(Stored items)
╔══
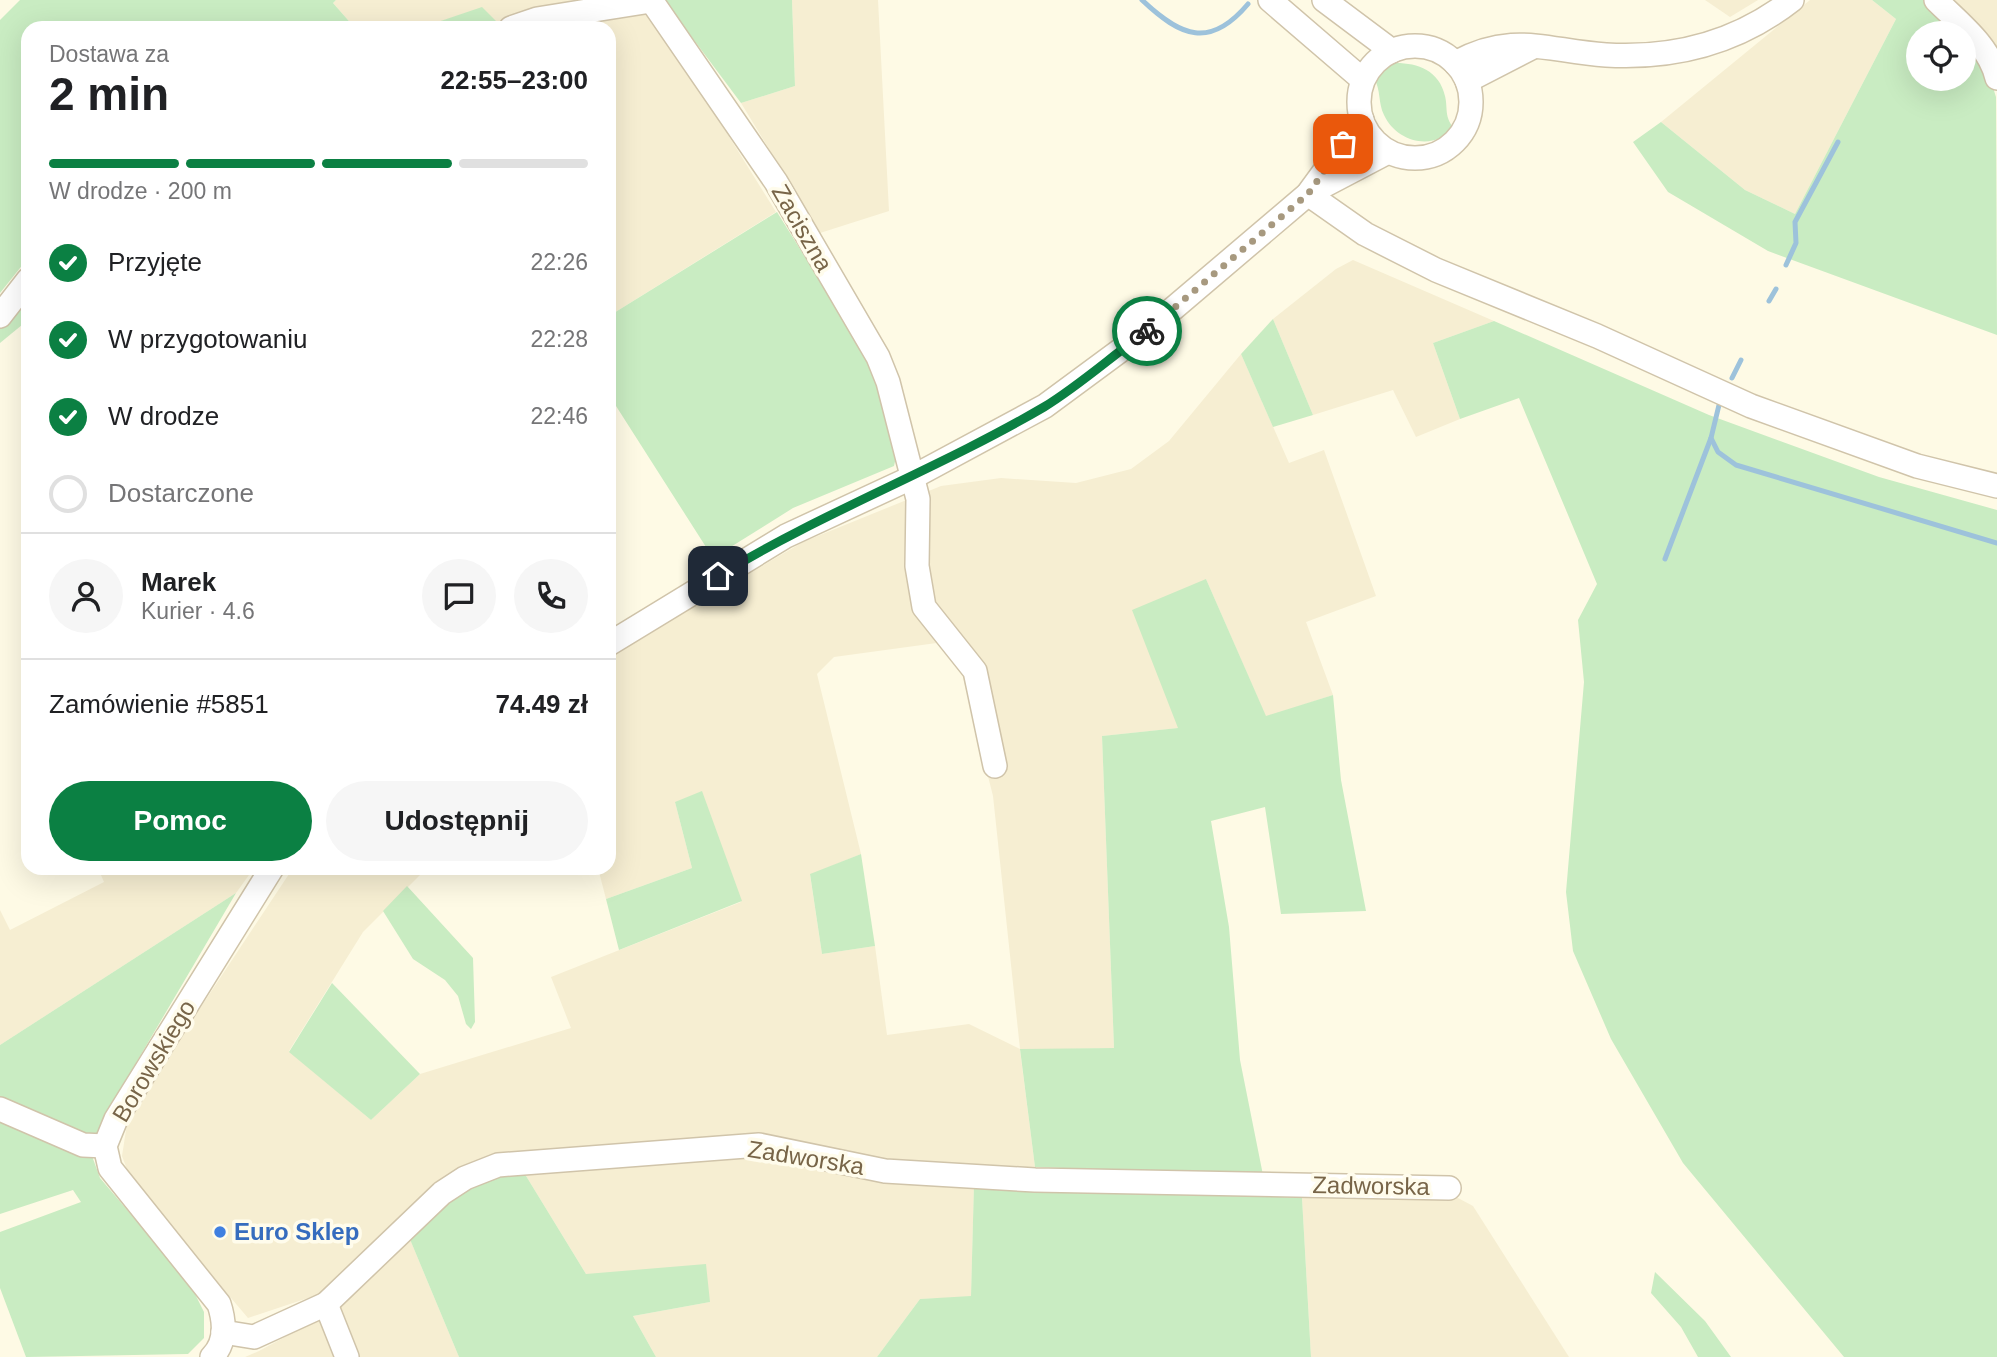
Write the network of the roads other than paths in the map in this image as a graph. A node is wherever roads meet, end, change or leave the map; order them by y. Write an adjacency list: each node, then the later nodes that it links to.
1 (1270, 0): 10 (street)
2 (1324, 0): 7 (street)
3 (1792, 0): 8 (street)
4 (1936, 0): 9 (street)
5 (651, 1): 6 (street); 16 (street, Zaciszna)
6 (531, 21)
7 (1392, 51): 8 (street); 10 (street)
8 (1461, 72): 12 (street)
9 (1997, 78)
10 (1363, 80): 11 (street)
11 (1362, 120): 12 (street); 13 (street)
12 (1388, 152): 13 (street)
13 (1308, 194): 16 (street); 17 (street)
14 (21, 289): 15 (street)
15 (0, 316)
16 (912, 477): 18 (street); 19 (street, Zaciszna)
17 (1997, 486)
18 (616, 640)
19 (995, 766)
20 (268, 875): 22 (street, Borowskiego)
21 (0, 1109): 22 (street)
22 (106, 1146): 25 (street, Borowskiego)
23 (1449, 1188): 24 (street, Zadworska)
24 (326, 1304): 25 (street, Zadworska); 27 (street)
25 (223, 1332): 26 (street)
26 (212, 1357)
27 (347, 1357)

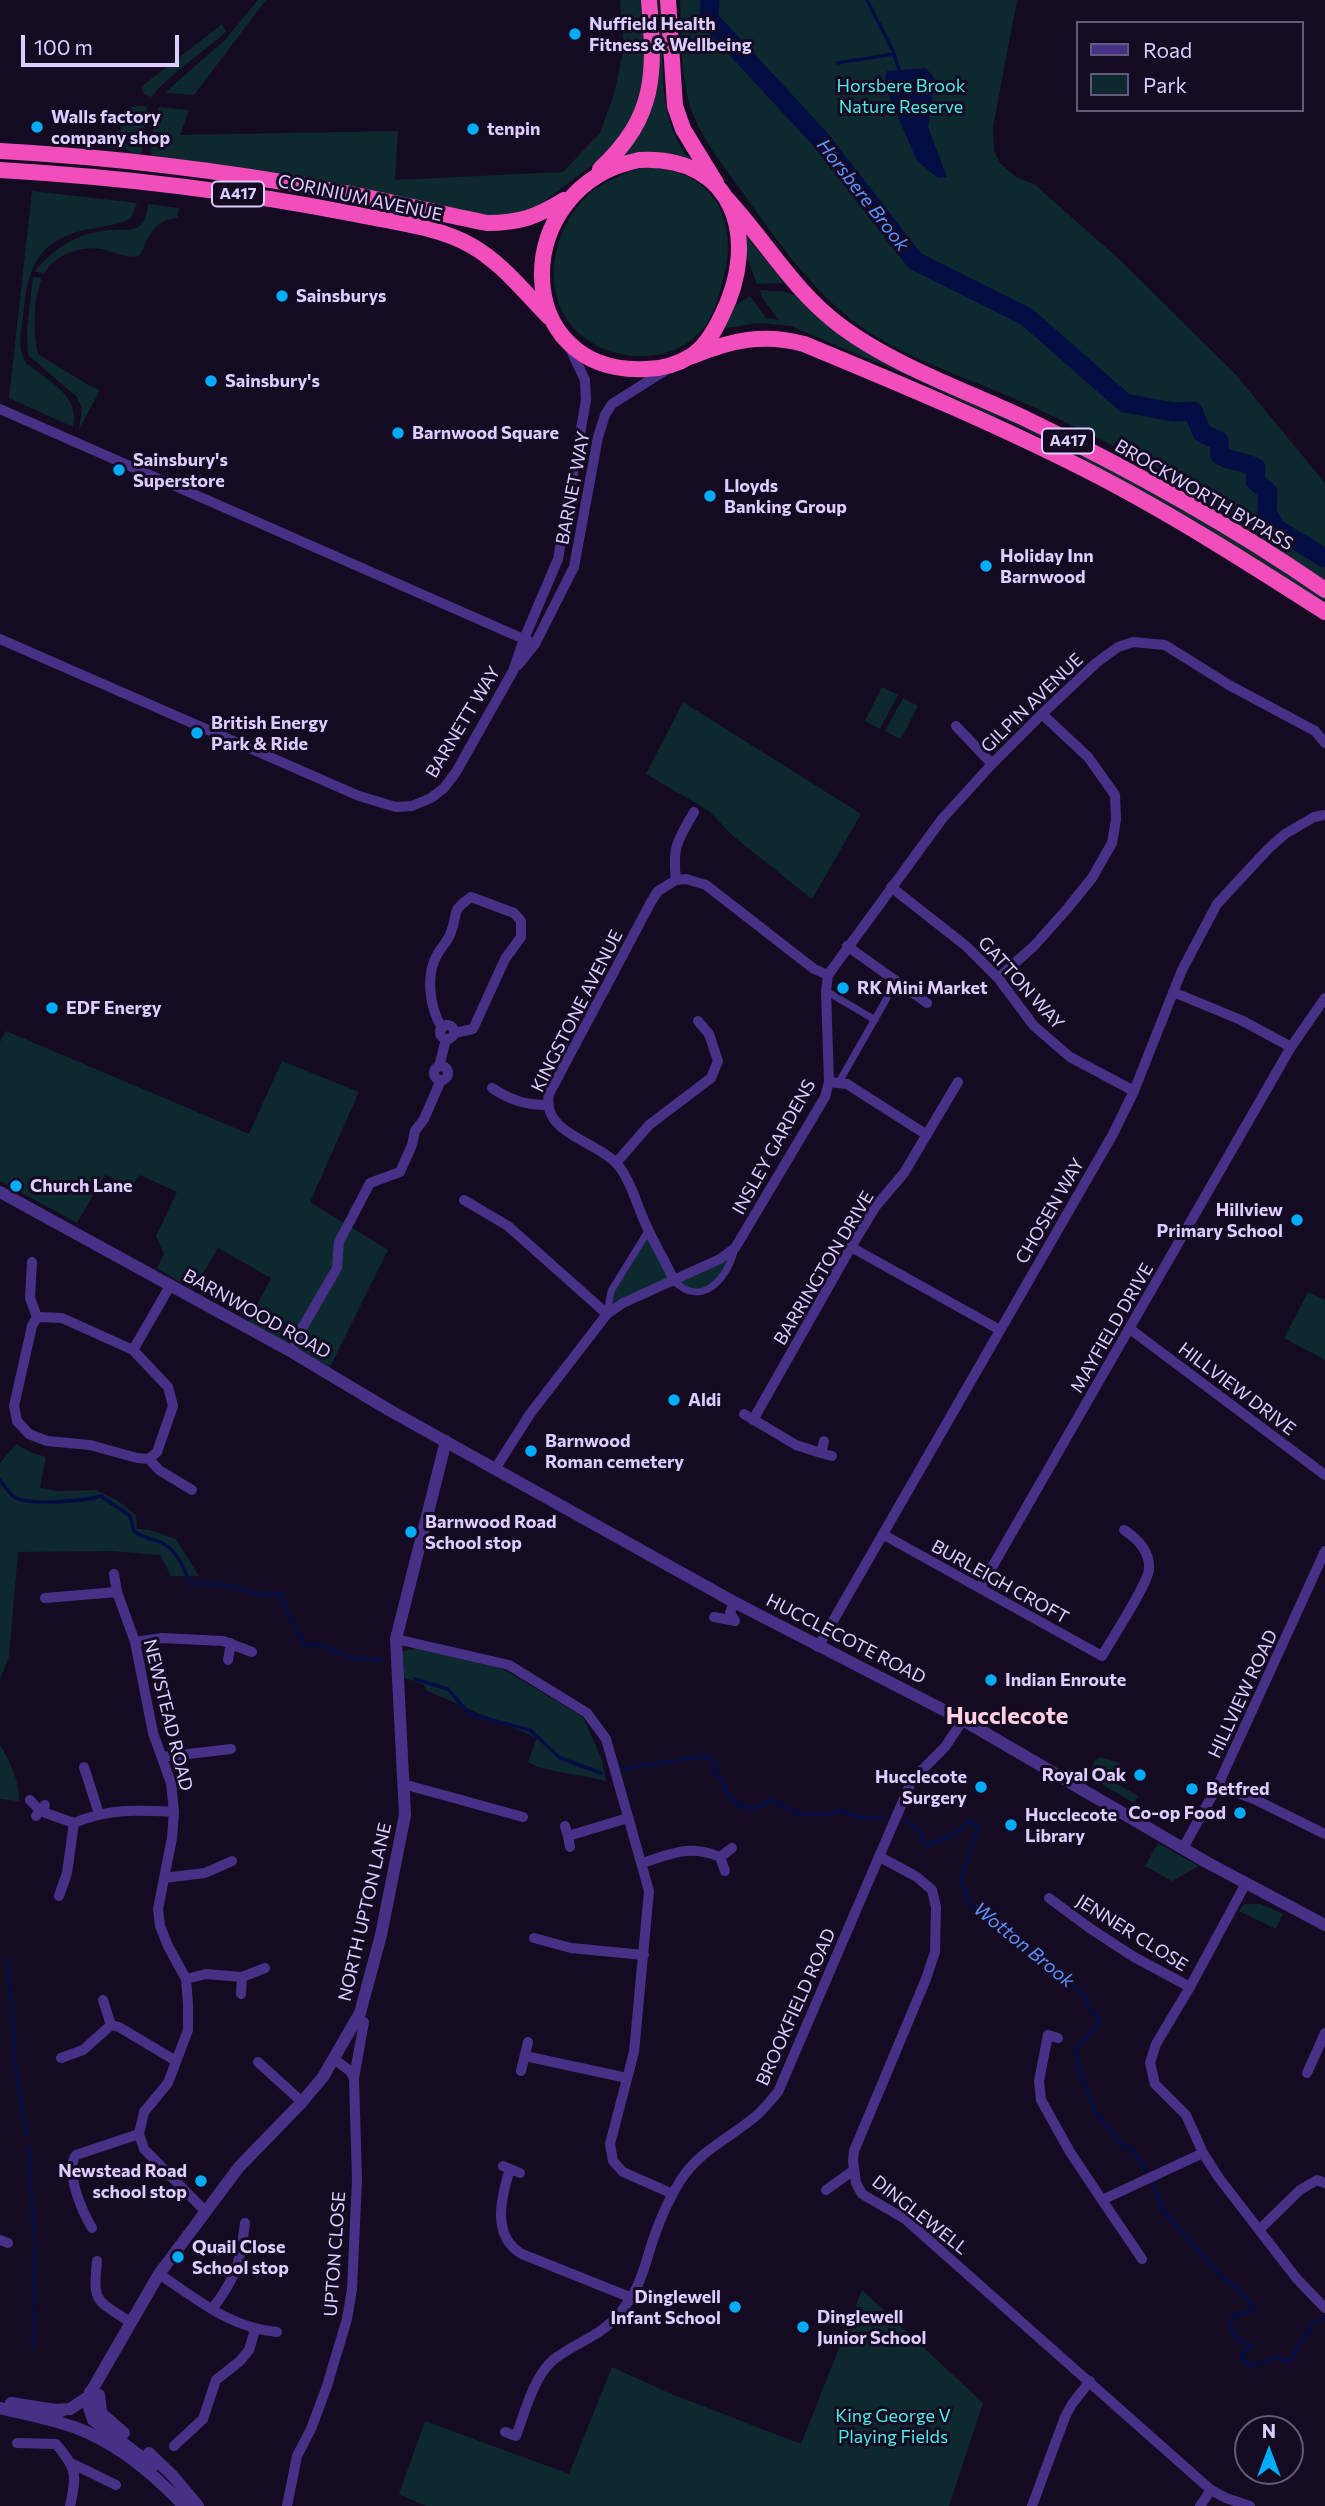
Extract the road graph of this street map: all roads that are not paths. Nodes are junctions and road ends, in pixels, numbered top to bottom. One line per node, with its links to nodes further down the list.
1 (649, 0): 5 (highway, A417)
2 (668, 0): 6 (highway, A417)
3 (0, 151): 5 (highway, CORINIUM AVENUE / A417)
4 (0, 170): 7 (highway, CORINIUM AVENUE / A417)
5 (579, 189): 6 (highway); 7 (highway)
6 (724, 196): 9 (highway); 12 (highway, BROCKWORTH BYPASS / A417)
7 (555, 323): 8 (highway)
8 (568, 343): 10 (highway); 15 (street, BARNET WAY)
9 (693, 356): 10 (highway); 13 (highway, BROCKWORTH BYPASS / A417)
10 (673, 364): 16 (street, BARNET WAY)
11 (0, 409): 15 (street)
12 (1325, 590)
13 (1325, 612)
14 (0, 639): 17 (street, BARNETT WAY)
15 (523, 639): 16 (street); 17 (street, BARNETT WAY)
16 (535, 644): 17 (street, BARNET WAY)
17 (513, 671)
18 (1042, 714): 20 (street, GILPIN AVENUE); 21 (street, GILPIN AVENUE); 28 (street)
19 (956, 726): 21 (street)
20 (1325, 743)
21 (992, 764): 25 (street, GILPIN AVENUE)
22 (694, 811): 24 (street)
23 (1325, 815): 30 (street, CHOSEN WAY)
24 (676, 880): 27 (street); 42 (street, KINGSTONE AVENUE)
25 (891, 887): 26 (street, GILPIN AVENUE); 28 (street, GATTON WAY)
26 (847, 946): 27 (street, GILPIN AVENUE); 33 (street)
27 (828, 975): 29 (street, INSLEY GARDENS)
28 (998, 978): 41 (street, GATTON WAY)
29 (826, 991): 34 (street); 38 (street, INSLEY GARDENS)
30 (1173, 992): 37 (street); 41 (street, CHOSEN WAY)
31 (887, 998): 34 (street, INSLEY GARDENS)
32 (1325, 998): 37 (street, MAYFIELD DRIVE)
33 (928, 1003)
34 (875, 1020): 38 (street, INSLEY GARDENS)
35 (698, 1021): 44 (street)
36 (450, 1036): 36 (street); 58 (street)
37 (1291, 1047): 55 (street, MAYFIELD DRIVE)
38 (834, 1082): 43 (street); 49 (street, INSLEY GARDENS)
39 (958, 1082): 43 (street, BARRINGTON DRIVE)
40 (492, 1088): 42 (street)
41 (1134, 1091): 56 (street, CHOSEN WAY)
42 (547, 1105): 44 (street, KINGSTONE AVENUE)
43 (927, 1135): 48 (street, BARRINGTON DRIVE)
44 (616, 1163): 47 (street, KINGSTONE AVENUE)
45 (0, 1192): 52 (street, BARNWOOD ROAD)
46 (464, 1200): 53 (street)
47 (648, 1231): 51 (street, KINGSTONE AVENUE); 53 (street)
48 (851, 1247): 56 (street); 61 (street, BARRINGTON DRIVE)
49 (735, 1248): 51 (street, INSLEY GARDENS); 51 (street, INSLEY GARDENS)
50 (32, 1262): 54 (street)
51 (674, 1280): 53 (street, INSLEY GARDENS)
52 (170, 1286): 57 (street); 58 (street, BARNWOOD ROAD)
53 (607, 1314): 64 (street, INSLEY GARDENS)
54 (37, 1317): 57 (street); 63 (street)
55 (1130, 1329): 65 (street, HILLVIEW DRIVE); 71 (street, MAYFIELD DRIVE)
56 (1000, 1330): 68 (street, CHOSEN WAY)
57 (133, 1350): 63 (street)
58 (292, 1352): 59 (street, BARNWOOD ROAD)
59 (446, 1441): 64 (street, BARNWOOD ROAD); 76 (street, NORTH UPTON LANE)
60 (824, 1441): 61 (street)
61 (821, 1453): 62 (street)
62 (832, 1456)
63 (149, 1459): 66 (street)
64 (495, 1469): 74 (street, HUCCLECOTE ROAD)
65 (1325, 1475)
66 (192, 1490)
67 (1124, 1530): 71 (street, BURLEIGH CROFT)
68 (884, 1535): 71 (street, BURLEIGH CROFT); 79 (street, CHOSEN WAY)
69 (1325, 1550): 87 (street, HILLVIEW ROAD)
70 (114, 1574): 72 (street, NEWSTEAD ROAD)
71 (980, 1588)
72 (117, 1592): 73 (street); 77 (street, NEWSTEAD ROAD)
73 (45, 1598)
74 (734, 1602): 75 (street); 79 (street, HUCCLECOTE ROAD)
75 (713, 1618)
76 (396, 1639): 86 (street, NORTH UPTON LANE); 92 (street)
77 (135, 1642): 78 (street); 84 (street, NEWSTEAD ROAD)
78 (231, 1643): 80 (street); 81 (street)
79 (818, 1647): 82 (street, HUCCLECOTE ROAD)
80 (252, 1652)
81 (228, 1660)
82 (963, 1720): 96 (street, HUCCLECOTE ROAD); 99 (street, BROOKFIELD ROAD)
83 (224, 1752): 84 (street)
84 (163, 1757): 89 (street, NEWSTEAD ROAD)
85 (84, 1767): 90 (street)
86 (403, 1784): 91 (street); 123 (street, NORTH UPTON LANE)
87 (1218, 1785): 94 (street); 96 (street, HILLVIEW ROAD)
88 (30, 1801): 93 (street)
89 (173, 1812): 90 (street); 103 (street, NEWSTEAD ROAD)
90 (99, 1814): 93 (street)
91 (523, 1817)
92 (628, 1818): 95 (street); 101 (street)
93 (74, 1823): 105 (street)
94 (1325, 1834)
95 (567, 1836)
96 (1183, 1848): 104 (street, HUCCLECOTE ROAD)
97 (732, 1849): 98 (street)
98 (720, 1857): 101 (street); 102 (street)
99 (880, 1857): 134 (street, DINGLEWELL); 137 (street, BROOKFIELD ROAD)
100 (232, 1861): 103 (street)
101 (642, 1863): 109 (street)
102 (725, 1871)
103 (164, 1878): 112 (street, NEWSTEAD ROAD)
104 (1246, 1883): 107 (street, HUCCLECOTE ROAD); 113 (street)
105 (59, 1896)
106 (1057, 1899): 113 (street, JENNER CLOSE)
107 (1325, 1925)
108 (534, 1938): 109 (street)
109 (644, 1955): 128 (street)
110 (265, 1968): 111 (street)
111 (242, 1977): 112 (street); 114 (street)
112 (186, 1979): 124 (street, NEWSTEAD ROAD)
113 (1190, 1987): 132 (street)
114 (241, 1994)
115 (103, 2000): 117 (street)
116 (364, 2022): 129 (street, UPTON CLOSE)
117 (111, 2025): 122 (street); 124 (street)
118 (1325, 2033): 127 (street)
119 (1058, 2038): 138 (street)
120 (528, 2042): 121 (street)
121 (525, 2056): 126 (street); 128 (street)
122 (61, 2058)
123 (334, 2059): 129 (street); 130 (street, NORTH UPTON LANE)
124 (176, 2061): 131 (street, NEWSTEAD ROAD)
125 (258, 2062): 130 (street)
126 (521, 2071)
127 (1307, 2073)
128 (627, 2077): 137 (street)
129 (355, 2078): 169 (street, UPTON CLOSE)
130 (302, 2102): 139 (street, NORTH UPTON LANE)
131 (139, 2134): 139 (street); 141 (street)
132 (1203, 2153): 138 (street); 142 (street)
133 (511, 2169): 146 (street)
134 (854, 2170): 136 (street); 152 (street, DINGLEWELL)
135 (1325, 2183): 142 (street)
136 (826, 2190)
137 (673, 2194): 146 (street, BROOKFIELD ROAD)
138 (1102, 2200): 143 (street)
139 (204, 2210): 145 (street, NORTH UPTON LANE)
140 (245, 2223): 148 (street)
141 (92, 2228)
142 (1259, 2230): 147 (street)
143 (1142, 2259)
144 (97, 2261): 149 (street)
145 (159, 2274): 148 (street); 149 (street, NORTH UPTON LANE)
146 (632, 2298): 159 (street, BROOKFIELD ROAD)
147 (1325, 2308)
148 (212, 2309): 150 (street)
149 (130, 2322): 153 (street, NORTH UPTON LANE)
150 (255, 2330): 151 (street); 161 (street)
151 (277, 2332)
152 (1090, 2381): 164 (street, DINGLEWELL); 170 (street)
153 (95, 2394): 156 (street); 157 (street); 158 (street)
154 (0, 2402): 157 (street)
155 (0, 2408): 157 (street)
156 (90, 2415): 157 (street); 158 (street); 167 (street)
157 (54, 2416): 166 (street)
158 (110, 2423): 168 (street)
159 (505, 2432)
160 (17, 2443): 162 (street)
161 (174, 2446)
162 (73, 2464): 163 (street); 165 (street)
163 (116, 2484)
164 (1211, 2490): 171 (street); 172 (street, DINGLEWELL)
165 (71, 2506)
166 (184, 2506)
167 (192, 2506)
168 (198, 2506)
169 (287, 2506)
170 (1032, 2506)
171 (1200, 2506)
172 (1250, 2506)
╚══
**WHAT YOU HAVE TO DO**
Each line of the records above that includes the string "this" should be counted. Report the total alone.

**RESPONSE TO THE EXERCISE**
2